Problem statement: Without altering anything, repeat each of the records.

═════ Given records ═════

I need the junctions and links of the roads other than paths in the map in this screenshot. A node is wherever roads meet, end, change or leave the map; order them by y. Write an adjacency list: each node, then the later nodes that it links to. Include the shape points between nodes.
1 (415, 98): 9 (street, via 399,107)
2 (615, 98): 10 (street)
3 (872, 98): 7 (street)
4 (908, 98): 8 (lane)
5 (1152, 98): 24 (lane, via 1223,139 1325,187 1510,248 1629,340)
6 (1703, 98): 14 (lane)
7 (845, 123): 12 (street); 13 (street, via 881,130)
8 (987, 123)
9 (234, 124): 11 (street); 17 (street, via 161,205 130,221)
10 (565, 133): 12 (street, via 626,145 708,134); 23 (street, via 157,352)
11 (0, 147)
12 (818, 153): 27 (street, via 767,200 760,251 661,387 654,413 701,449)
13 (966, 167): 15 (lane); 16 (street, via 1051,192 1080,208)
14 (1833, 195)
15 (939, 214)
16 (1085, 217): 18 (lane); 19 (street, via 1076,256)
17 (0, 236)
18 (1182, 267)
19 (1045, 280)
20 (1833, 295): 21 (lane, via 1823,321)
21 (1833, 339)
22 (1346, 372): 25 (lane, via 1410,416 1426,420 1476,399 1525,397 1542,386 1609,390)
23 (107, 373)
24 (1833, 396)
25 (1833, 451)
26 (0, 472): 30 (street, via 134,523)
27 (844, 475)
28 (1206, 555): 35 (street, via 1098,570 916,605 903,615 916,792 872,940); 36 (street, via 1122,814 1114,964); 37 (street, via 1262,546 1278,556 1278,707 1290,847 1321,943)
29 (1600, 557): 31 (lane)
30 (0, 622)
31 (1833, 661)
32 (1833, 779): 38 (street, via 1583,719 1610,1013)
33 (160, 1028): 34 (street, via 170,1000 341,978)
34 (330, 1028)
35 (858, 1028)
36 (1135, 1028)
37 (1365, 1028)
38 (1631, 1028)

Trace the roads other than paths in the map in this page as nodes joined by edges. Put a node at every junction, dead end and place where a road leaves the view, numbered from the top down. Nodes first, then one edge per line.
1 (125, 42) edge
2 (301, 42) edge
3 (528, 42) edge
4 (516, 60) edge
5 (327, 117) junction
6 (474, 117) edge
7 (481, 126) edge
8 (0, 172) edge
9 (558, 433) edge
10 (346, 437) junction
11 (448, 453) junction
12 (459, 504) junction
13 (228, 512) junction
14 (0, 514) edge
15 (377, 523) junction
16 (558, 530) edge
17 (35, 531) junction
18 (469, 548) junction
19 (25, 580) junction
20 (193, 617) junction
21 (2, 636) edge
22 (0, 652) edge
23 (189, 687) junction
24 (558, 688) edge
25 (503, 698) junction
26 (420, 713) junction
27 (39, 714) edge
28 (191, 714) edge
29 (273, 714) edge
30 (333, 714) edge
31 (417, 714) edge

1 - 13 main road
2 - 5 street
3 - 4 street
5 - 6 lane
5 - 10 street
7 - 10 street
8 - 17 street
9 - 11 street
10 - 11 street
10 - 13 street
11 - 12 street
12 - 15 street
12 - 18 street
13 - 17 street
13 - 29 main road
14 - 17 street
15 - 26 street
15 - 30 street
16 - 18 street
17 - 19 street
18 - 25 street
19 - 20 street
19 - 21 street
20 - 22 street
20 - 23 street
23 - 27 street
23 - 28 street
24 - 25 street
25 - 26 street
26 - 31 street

═════

Solution for this exercise:
I need the junctions and links of the roads other than paths in the map in this screenshot. A node is wherever roads meet, end, change or leave the map; order them by y. Write an adjacency list: each node, then the later nodes that it links to. Include the shape points between nodes.
1 (415, 98): 9 (street, via 399,107)
2 (615, 98): 10 (street)
3 (872, 98): 7 (street)
4 (908, 98): 8 (lane)
5 (1152, 98): 24 (lane, via 1223,139 1325,187 1510,248 1629,340)
6 (1703, 98): 14 (lane)
7 (845, 123): 12 (street); 13 (street, via 881,130)
8 (987, 123)
9 (234, 124): 11 (street); 17 (street, via 161,205 130,221)
10 (565, 133): 12 (street, via 626,145 708,134); 23 (street, via 157,352)
11 (0, 147)
12 (818, 153): 27 (street, via 767,200 760,251 661,387 654,413 701,449)
13 (966, 167): 15 (lane); 16 (street, via 1051,192 1080,208)
14 (1833, 195)
15 (939, 214)
16 (1085, 217): 18 (lane); 19 (street, via 1076,256)
17 (0, 236)
18 (1182, 267)
19 (1045, 280)
20 (1833, 295): 21 (lane, via 1823,321)
21 (1833, 339)
22 (1346, 372): 25 (lane, via 1410,416 1426,420 1476,399 1525,397 1542,386 1609,390)
23 (107, 373)
24 (1833, 396)
25 (1833, 451)
26 (0, 472): 30 (street, via 134,523)
27 (844, 475)
28 (1206, 555): 35 (street, via 1098,570 916,605 903,615 916,792 872,940); 36 (street, via 1122,814 1114,964); 37 (street, via 1262,546 1278,556 1278,707 1290,847 1321,943)
29 (1600, 557): 31 (lane)
30 (0, 622)
31 (1833, 661)
32 (1833, 779): 38 (street, via 1583,719 1610,1013)
33 (160, 1028): 34 (street, via 170,1000 341,978)
34 (330, 1028)
35 (858, 1028)
36 (1135, 1028)
37 (1365, 1028)
38 (1631, 1028)

Trace the roads other than paths in the map in this page as nodes joined by edges. Put a node at every junction, dead end and place where a road leaves the view, numbered from the top down. Nodes first, then one edge per line.
1 (125, 42) edge
2 (301, 42) edge
3 (528, 42) edge
4 (516, 60) edge
5 (327, 117) junction
6 (474, 117) edge
7 (481, 126) edge
8 (0, 172) edge
9 (558, 433) edge
10 (346, 437) junction
11 (448, 453) junction
12 (459, 504) junction
13 (228, 512) junction
14 (0, 514) edge
15 (377, 523) junction
16 (558, 530) edge
17 (35, 531) junction
18 (469, 548) junction
19 (25, 580) junction
20 (193, 617) junction
21 (2, 636) edge
22 (0, 652) edge
23 (189, 687) junction
24 (558, 688) edge
25 (503, 698) junction
26 (420, 713) junction
27 (39, 714) edge
28 (191, 714) edge
29 (273, 714) edge
30 (333, 714) edge
31 (417, 714) edge

1 - 13 main road
2 - 5 street
3 - 4 street
5 - 6 lane
5 - 10 street
7 - 10 street
8 - 17 street
9 - 11 street
10 - 11 street
10 - 13 street
11 - 12 street
12 - 15 street
12 - 18 street
13 - 17 street
13 - 29 main road
14 - 17 street
15 - 26 street
15 - 30 street
16 - 18 street
17 - 19 street
18 - 25 street
19 - 20 street
19 - 21 street
20 - 22 street
20 - 23 street
23 - 27 street
23 - 28 street
24 - 25 street
25 - 26 street
26 - 31 street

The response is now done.